Once you reach the line containing "cairo_image_surface_create(CAIRO_FORMAT_RGB24, 1464, 1403);" in the data below, restate each line word for word up to and including the one containing "cairo_set_miter_limit(ctx, 4);".

# Provided records
((
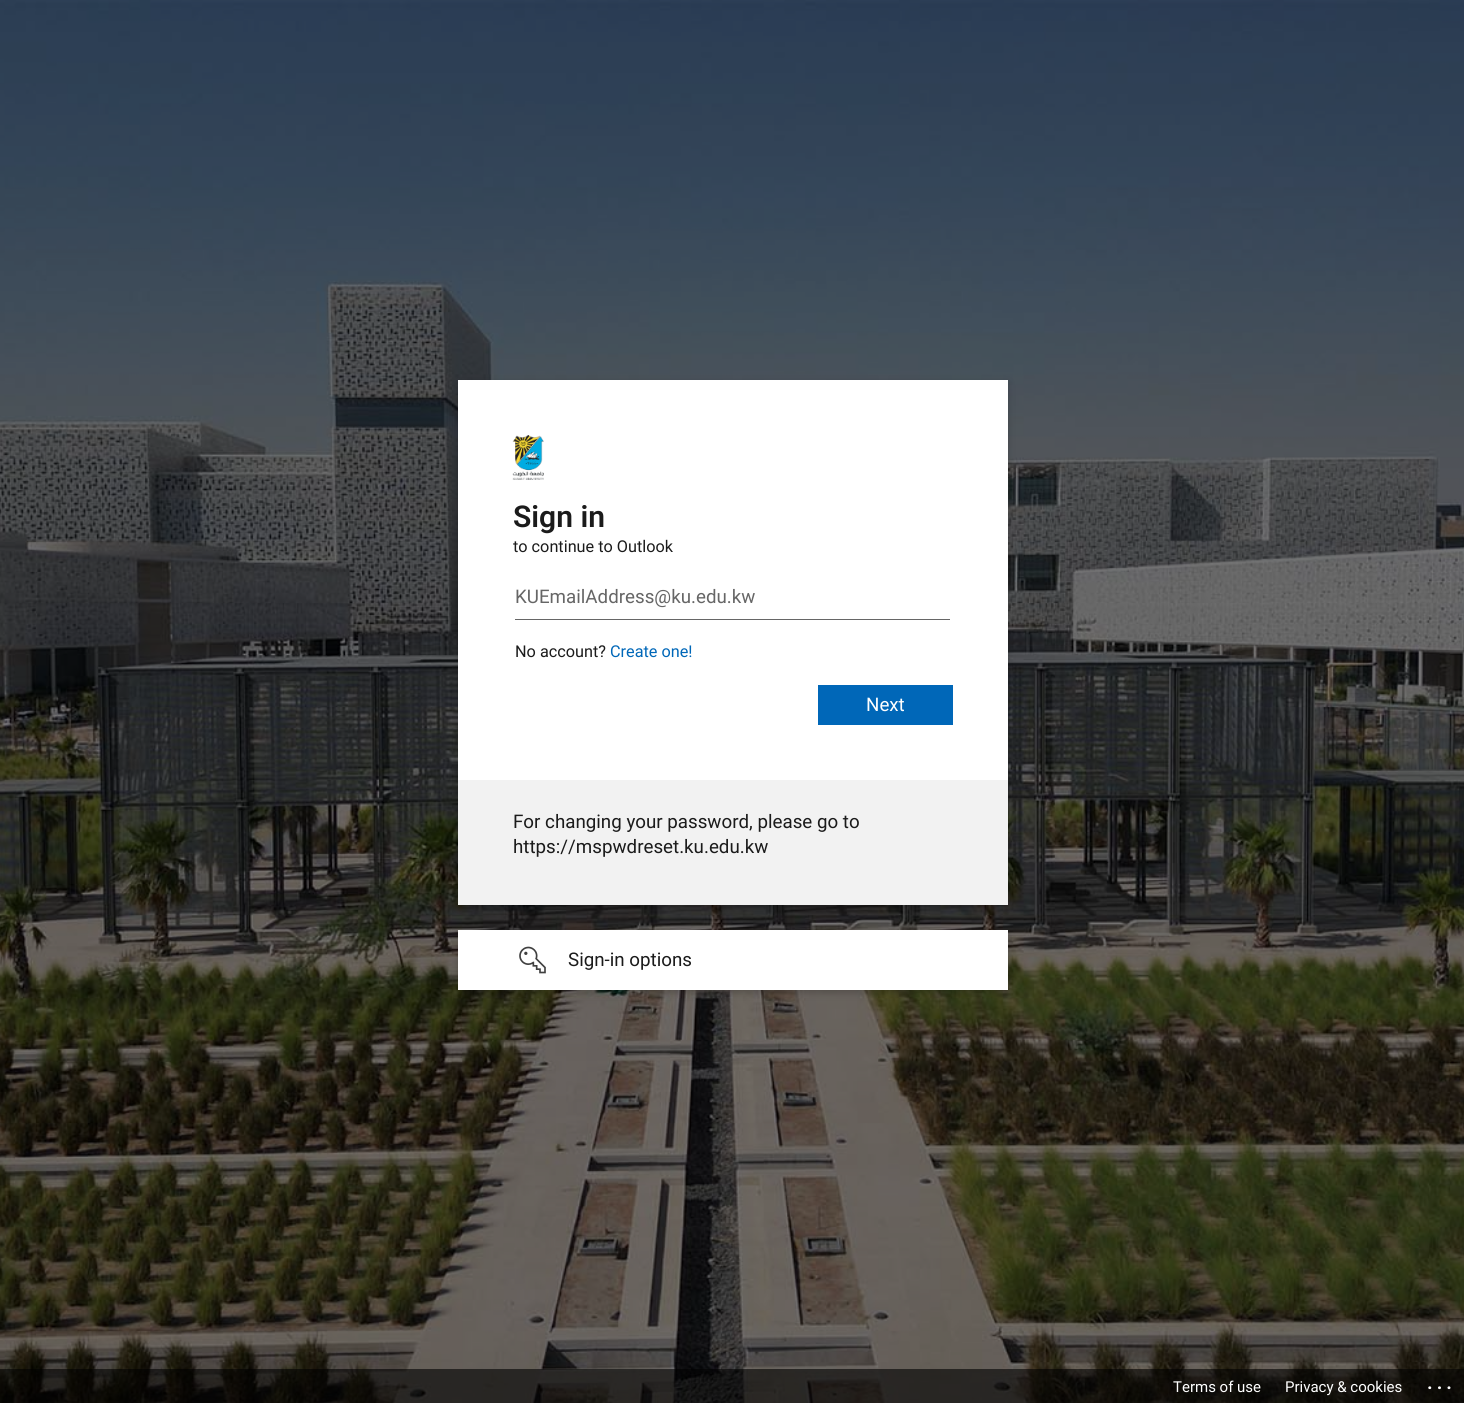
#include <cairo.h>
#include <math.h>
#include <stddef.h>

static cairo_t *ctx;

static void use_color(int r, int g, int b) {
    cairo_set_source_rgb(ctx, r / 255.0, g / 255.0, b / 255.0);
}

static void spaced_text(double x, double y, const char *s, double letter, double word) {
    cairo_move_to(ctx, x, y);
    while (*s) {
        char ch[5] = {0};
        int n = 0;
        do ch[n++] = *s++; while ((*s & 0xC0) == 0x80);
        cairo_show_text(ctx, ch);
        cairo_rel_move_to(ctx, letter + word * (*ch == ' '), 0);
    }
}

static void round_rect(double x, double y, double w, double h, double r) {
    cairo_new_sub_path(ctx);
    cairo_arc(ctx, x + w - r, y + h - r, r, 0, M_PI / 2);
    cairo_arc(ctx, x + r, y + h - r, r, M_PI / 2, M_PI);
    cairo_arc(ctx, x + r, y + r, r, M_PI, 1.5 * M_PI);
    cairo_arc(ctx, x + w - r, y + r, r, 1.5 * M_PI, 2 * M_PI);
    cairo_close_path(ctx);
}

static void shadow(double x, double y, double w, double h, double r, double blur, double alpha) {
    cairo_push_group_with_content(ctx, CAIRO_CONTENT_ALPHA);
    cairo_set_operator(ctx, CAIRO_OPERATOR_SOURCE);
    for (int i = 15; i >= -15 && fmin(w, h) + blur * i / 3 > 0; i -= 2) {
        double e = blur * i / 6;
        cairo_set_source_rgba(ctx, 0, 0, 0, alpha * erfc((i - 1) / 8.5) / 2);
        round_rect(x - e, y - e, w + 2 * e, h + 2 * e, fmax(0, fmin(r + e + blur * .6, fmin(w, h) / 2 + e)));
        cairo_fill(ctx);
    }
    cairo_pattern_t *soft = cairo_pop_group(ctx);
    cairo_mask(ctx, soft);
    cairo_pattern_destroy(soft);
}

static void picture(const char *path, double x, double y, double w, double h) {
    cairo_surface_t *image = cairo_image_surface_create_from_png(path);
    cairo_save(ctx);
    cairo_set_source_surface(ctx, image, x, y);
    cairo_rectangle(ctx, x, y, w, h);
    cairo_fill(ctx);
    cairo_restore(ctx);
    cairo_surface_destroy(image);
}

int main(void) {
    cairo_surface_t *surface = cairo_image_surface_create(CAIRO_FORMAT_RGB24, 1464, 1403);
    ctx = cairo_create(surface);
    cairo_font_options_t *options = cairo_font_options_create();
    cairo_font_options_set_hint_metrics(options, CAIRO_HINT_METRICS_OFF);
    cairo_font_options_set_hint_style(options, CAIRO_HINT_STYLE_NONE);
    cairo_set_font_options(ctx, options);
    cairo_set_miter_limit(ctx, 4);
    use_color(255, 255, 255);
    cairo_paint(ctx);
    picture("img1.png", 0, 0, 1464, 1403);
    use_color(0, 0, 0);
    shadow(458, 383, 550, 525, 0, 4, 0.2);
    use_color(255, 255, 255);
    cairo_rectangle(ctx, 458, 380, 550, 400);
    cairo_fill(ctx);
    picture("img2.png", 512, 435, 32, 45);
    cairo_select_font_face(ctx, "Roboto SemiBold", CAIRO_FONT_SLANT_NORMAL, CAIRO_FONT_WEIGHT_NORMAL);
    cairo_set_font_size(ctx, 30);
    use_color(27, 27, 27);
    cairo_move_to(ctx, 513, 527);
    cairo_show_text(ctx, "Sign in");
    cairo_select_font_face(ctx, "Roboto", CAIRO_FONT_SLANT_NORMAL, CAIRO_FONT_WEIGHT_NORMAL);
    cairo_set_font_size(ctx, 16.25);
    cairo_move_to(ctx, 513, 552);
    cairo_show_text(ctx, "to continue to Outlook");
    use_color(102, 102, 102);
    cairo_rectangle(ctx, 515, 619, 435, 1);
    cairo_fill(ctx);
    cairo_set_font_size(ctx, 18.75);
    cairo_move_to(ctx, 515, 603);
    cairo_show_text(ctx, "KUEmailAddress@ku.edu.kw");
    cairo_set_font_size(ctx, 16.25);
    use_color(27, 27, 27);
    cairo_move_to(ctx, 515, 657);
    cairo_show_text(ctx, "No account?");
    use_color(0, 103, 184);
    cairo_move_to(ctx, 610, 657);
    cairo_show_text(ctx, "Create one!");
    cairo_rectangle(ctx, 818, 685, 135, 40);
    cairo_fill(ctx);
    cairo_set_font_size(ctx, 18.75);
    use_color(255, 255, 255);
    cairo_move_to(ctx, 866, 711);
    cairo_show_text(ctx, "Next");
    use_color(242, 242, 242);
    cairo_rectangle(ctx, 458, 780, 550, 125);
    cairo_fill(ctx);
    use_color(27, 27, 27);
    cairo_move_to(ctx, 513, 828);
    cairo_show_text(ctx, "For changing your password, please go to");
    cairo_move_to(ctx, 513, 853);
    cairo_show_text(ctx, "https://mspwdreset.ku.edu.kw");
    use_color(0, 0, 0);
    shadow(458, 933, 550, 60, 0, 4, 0.2);
    use_color(255, 255, 255);
    cairo_rectangle(ctx, 458, 930, 550, 60);
    cairo_fill(ctx);
    picture("img3.png", 519, 946, 27, 28);
    use_color(27, 27, 27);
    cairo_move_to(ctx, 568, 966);
    cairo_show_text(ctx, "Sign-in options");
    cairo_set_source_rgba(ctx, 0, 0, 0, 0.6);
    cairo_rectangle(ctx, 0, 1369, 1464, 34);
    cairo_fill(ctx);
    cairo_set_font_size(ctx, 15);
    use_color(255, 255, 255);
    cairo_move_to(ctx, 1173, 1392);
    cairo_show_text(ctx, "Terms of use");
    cairo_move_to(ctx, 1285, 1392);
    cairo_show_text(ctx, "Privacy & cookies");
    cairo_select_font_face(ctx, "Roboto SemiBold", CAIRO_FONT_SLANT_NORMAL, CAIRO_FONT_WEIGHT_NORMAL);
    cairo_set_font_size(ctx, 20);
    spaced_text(1427, 1389, "...", 4, 0);
    cairo_surface_write_to_png(surface, "result.png");
    cairo_font_options_destroy(options);
    cairo_destroy(ctx);
    cairo_surface_destroy(surface);
    return 0;
}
))
# Final answer
    cairo_surface_t *surface = cairo_image_surface_create(CAIRO_FORMAT_RGB24, 1464, 1403);
    ctx = cairo_create(surface);
    cairo_font_options_t *options = cairo_font_options_create();
    cairo_font_options_set_hint_metrics(options, CAIRO_HINT_METRICS_OFF);
    cairo_font_options_set_hint_style(options, CAIRO_HINT_STYLE_NONE);
    cairo_set_font_options(ctx, options);
    cairo_set_miter_limit(ctx, 4);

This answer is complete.